I think this one was always going to stick because Trump doesn't like booze. Annoying, but here we are.
Scotch is also the blue-coded whisky; Bourbon and Rye are the red tribe hard liquors of choice.
What's maximally red-coded? Probably Jack Daniels?
I feel like an upscale liquor shelf kind of supersedes the tribes. I would be equally unsurprised to see BTAC bottles at a car dealer's home in the suburbs as an academic's bungalow in the city.

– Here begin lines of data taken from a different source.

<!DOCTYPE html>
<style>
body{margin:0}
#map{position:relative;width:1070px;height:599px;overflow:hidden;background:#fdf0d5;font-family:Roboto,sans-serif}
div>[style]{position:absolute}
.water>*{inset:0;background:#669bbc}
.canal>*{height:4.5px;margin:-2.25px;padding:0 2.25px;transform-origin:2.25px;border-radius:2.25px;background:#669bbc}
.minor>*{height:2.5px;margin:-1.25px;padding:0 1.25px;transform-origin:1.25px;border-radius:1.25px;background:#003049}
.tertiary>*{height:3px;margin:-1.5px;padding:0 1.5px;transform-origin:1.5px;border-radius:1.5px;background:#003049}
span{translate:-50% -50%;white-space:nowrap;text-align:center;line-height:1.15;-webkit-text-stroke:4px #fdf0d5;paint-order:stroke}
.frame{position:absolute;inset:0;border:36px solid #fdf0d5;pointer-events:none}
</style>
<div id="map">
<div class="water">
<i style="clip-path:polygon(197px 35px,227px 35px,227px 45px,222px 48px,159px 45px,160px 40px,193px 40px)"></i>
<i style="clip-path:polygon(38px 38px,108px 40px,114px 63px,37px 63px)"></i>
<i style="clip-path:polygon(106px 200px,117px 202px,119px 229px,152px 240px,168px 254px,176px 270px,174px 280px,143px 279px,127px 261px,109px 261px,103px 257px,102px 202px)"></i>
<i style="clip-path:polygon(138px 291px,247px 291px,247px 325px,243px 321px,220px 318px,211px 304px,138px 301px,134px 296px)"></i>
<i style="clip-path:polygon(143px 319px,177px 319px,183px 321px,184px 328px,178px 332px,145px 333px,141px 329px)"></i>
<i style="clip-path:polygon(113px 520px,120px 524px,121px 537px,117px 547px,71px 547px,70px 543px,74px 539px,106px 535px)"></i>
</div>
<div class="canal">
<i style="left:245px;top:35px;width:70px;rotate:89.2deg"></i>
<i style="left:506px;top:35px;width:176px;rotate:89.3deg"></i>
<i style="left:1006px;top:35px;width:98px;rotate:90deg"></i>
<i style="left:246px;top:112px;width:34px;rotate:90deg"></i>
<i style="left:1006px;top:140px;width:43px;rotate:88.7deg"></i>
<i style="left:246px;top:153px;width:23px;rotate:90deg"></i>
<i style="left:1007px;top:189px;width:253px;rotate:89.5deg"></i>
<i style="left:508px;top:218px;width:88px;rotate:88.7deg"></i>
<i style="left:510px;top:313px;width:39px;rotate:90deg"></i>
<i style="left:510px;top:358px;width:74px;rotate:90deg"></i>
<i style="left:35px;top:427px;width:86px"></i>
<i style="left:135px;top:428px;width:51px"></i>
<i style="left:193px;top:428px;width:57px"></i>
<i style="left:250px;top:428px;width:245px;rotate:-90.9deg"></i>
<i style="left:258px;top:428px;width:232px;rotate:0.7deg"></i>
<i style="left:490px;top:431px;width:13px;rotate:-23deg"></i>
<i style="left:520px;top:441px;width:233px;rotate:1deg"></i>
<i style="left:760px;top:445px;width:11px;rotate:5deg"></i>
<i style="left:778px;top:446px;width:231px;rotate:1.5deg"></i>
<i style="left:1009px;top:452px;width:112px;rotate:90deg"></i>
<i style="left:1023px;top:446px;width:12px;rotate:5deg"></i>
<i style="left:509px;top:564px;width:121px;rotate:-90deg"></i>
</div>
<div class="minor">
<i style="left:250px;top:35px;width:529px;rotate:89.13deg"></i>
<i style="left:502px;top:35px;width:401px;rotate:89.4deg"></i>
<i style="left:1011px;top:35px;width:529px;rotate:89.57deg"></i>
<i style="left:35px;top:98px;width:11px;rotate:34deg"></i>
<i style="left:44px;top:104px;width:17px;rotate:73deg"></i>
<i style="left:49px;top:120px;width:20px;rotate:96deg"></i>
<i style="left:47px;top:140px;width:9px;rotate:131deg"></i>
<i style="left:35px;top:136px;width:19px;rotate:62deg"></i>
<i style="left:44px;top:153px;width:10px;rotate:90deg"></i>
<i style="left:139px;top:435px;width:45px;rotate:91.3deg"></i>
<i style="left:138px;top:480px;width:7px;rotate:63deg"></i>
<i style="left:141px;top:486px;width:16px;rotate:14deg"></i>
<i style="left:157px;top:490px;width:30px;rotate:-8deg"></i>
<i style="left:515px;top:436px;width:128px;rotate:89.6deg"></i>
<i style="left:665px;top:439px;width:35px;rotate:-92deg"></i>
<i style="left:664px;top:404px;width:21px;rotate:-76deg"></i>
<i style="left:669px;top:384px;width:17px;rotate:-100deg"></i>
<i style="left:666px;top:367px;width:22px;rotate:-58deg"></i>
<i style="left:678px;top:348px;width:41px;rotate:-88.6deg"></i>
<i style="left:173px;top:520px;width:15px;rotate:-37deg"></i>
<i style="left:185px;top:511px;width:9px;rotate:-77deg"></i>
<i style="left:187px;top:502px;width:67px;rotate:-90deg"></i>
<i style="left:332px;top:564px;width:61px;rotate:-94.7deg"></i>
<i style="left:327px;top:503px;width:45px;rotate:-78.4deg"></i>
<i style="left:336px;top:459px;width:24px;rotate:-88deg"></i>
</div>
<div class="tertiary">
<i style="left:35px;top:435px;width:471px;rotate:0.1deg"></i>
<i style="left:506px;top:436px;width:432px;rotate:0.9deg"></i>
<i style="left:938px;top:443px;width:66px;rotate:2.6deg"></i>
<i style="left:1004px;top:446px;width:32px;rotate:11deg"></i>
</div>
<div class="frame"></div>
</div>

American Whiskey, regardless of price- Red
Scotch- Blue, but maybe a conservative blue
Other expensive imported whiskey- Black
Nice non-craft beer(the stuff labeled ‘imports’ regardless of country of origin)- red
Craft beer- blue
Cheap beer(‘domestics’)- Hispanic
Vodka- pure alcoholic
I would say the maximally red coded alcohol is probably shiner, yuengling, or some other premium but domestic beer with a strong regional distribution pattern, narrowly followed by jack and coke(which in my dialect could be any American whiskey and any dark soda- budget brands, Pepsi, Dr Pepper, etc).
Yuengling is, in some circles, more disliked by craft beer snobs than even Bud/Coors/Miller, due to the pro-Trump/anti-union stance of the owner. Should unions ever shift to be more right-leaning, I'll be watching the discourse with great interest.
Unions are shifting to be more right leaning- they supported Trump in the last election.
Yeah, that's why I'm wondering if the shift will eventually lead to, "Well, Yuengling is anti-union, which we now like, but still pro-Trump, which is bad."
Unions are so popular that I’m wondering if it’ll be more of a ‘republicans are only pretending to be pro-union/democrats are arrogantly imposing instead of listening to unions’.